[GIVEN DATA Boundary: Start]
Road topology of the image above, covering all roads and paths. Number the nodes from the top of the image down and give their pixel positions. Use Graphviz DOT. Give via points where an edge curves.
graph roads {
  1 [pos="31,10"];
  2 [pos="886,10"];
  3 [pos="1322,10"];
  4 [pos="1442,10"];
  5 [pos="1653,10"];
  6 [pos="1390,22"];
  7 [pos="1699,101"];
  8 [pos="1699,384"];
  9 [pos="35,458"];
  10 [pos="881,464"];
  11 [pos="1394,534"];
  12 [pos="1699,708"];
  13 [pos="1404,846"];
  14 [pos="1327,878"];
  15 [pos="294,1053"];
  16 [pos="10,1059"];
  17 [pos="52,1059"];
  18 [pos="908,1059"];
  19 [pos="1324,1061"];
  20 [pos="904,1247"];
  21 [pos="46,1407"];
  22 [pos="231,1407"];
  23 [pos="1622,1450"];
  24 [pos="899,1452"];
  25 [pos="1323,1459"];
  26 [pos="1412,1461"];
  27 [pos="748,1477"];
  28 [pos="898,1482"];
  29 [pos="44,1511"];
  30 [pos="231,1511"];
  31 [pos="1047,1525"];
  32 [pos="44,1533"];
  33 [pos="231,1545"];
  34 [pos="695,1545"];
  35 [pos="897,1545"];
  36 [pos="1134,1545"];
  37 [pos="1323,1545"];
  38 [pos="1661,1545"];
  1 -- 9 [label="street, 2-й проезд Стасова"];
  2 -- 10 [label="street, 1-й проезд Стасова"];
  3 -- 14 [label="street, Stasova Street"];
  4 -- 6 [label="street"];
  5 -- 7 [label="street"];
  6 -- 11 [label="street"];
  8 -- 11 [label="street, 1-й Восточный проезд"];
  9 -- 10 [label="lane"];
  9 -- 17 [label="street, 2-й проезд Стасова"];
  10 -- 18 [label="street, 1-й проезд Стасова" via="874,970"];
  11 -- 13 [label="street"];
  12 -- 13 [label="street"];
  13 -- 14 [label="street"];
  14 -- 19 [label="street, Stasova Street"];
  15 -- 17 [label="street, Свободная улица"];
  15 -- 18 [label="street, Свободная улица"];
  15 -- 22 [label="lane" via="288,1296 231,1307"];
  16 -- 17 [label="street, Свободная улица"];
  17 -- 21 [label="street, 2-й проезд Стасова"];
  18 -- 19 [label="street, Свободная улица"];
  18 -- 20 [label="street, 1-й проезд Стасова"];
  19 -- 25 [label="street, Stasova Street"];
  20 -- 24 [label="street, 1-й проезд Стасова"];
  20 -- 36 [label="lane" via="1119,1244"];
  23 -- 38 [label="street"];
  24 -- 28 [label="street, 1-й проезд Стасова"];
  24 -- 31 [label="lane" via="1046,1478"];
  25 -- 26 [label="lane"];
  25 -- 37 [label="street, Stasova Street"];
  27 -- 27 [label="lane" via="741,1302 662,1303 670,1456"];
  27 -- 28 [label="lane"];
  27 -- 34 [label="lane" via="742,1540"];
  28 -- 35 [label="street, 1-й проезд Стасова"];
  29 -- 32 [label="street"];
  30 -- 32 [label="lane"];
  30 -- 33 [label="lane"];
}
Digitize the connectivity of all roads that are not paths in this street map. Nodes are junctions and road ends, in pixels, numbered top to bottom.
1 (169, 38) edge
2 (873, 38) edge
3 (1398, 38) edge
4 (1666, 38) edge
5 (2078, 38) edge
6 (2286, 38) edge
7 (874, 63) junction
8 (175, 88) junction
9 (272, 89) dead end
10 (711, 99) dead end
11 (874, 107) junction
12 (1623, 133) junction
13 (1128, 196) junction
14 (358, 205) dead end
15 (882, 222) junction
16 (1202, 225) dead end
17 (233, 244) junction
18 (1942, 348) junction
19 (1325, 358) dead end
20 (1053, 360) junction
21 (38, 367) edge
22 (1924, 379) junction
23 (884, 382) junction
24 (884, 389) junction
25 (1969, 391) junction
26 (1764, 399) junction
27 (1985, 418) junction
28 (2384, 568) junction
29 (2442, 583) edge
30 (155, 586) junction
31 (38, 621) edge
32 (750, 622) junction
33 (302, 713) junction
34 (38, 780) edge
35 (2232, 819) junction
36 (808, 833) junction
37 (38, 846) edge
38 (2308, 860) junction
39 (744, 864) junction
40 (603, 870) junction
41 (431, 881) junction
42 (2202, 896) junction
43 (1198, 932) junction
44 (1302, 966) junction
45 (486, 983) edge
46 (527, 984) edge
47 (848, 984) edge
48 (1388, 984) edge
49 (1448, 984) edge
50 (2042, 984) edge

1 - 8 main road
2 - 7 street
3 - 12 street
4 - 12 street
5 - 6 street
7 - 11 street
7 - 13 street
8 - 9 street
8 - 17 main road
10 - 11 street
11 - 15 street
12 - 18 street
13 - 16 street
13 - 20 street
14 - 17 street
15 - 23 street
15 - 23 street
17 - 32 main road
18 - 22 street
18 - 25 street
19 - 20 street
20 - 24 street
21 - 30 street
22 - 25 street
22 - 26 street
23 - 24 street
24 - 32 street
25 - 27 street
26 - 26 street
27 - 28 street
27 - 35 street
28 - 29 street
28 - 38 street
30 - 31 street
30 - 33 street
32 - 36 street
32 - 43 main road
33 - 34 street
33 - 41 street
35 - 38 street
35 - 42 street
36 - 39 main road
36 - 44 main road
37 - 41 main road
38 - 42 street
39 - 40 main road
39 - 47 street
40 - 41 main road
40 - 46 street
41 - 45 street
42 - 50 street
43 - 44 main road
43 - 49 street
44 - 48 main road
[GIVEN DATA Boundary: End]
» **EXERCISE**
Word for word, copy out the records.

» **SOLUTION FOR THIS TASK**
Road topology of the image above, covering all roads and paths. Number the nodes from the top of the image down and give their pixel positions. Use Graphviz DOT. Give via points where an edge curves.
graph roads {
  1 [pos="31,10"];
  2 [pos="886,10"];
  3 [pos="1322,10"];
  4 [pos="1442,10"];
  5 [pos="1653,10"];
  6 [pos="1390,22"];
  7 [pos="1699,101"];
  8 [pos="1699,384"];
  9 [pos="35,458"];
  10 [pos="881,464"];
  11 [pos="1394,534"];
  12 [pos="1699,708"];
  13 [pos="1404,846"];
  14 [pos="1327,878"];
  15 [pos="294,1053"];
  16 [pos="10,1059"];
  17 [pos="52,1059"];
  18 [pos="908,1059"];
  19 [pos="1324,1061"];
  20 [pos="904,1247"];
  21 [pos="46,1407"];
  22 [pos="231,1407"];
  23 [pos="1622,1450"];
  24 [pos="899,1452"];
  25 [pos="1323,1459"];
  26 [pos="1412,1461"];
  27 [pos="748,1477"];
  28 [pos="898,1482"];
  29 [pos="44,1511"];
  30 [pos="231,1511"];
  31 [pos="1047,1525"];
  32 [pos="44,1533"];
  33 [pos="231,1545"];
  34 [pos="695,1545"];
  35 [pos="897,1545"];
  36 [pos="1134,1545"];
  37 [pos="1323,1545"];
  38 [pos="1661,1545"];
  1 -- 9 [label="street, 2-й проезд Стасова"];
  2 -- 10 [label="street, 1-й проезд Стасова"];
  3 -- 14 [label="street, Stasova Street"];
  4 -- 6 [label="street"];
  5 -- 7 [label="street"];
  6 -- 11 [label="street"];
  8 -- 11 [label="street, 1-й Восточный проезд"];
  9 -- 10 [label="lane"];
  9 -- 17 [label="street, 2-й проезд Стасова"];
  10 -- 18 [label="street, 1-й проезд Стасова" via="874,970"];
  11 -- 13 [label="street"];
  12 -- 13 [label="street"];
  13 -- 14 [label="street"];
  14 -- 19 [label="street, Stasova Street"];
  15 -- 17 [label="street, Свободная улица"];
  15 -- 18 [label="street, Свободная улица"];
  15 -- 22 [label="lane" via="288,1296 231,1307"];
  16 -- 17 [label="street, Свободная улица"];
  17 -- 21 [label="street, 2-й проезд Стасова"];
  18 -- 19 [label="street, Свободная улица"];
  18 -- 20 [label="street, 1-й проезд Стасова"];
  19 -- 25 [label="street, Stasova Street"];
  20 -- 24 [label="street, 1-й проезд Стасова"];
  20 -- 36 [label="lane" via="1119,1244"];
  23 -- 38 [label="street"];
  24 -- 28 [label="street, 1-й проезд Стасова"];
  24 -- 31 [label="lane" via="1046,1478"];
  25 -- 26 [label="lane"];
  25 -- 37 [label="street, Stasova Street"];
  27 -- 27 [label="lane" via="741,1302 662,1303 670,1456"];
  27 -- 28 [label="lane"];
  27 -- 34 [label="lane" via="742,1540"];
  28 -- 35 [label="street, 1-й проезд Стасова"];
  29 -- 32 [label="street"];
  30 -- 32 [label="lane"];
  30 -- 33 [label="lane"];
}
Digitize the connectivity of all roads that are not paths in this street map. Nodes are junctions and road ends, in pixels, numbered top to bottom.
1 (169, 38) edge
2 (873, 38) edge
3 (1398, 38) edge
4 (1666, 38) edge
5 (2078, 38) edge
6 (2286, 38) edge
7 (874, 63) junction
8 (175, 88) junction
9 (272, 89) dead end
10 (711, 99) dead end
11 (874, 107) junction
12 (1623, 133) junction
13 (1128, 196) junction
14 (358, 205) dead end
15 (882, 222) junction
16 (1202, 225) dead end
17 (233, 244) junction
18 (1942, 348) junction
19 (1325, 358) dead end
20 (1053, 360) junction
21 (38, 367) edge
22 (1924, 379) junction
23 (884, 382) junction
24 (884, 389) junction
25 (1969, 391) junction
26 (1764, 399) junction
27 (1985, 418) junction
28 (2384, 568) junction
29 (2442, 583) edge
30 (155, 586) junction
31 (38, 621) edge
32 (750, 622) junction
33 (302, 713) junction
34 (38, 780) edge
35 (2232, 819) junction
36 (808, 833) junction
37 (38, 846) edge
38 (2308, 860) junction
39 (744, 864) junction
40 (603, 870) junction
41 (431, 881) junction
42 (2202, 896) junction
43 (1198, 932) junction
44 (1302, 966) junction
45 (486, 983) edge
46 (527, 984) edge
47 (848, 984) edge
48 (1388, 984) edge
49 (1448, 984) edge
50 (2042, 984) edge

1 - 8 main road
2 - 7 street
3 - 12 street
4 - 12 street
5 - 6 street
7 - 11 street
7 - 13 street
8 - 9 street
8 - 17 main road
10 - 11 street
11 - 15 street
12 - 18 street
13 - 16 street
13 - 20 street
14 - 17 street
15 - 23 street
15 - 23 street
17 - 32 main road
18 - 22 street
18 - 25 street
19 - 20 street
20 - 24 street
21 - 30 street
22 - 25 street
22 - 26 street
23 - 24 street
24 - 32 street
25 - 27 street
26 - 26 street
27 - 28 street
27 - 35 street
28 - 29 street
28 - 38 street
30 - 31 street
30 - 33 street
32 - 36 street
32 - 43 main road
33 - 34 street
33 - 41 street
35 - 38 street
35 - 42 street
36 - 39 main road
36 - 44 main road
37 - 41 main road
38 - 42 street
39 - 40 main road
39 - 47 street
40 - 41 main road
40 - 46 street
41 - 45 street
42 - 50 street
43 - 44 main road
43 - 49 street
44 - 48 main road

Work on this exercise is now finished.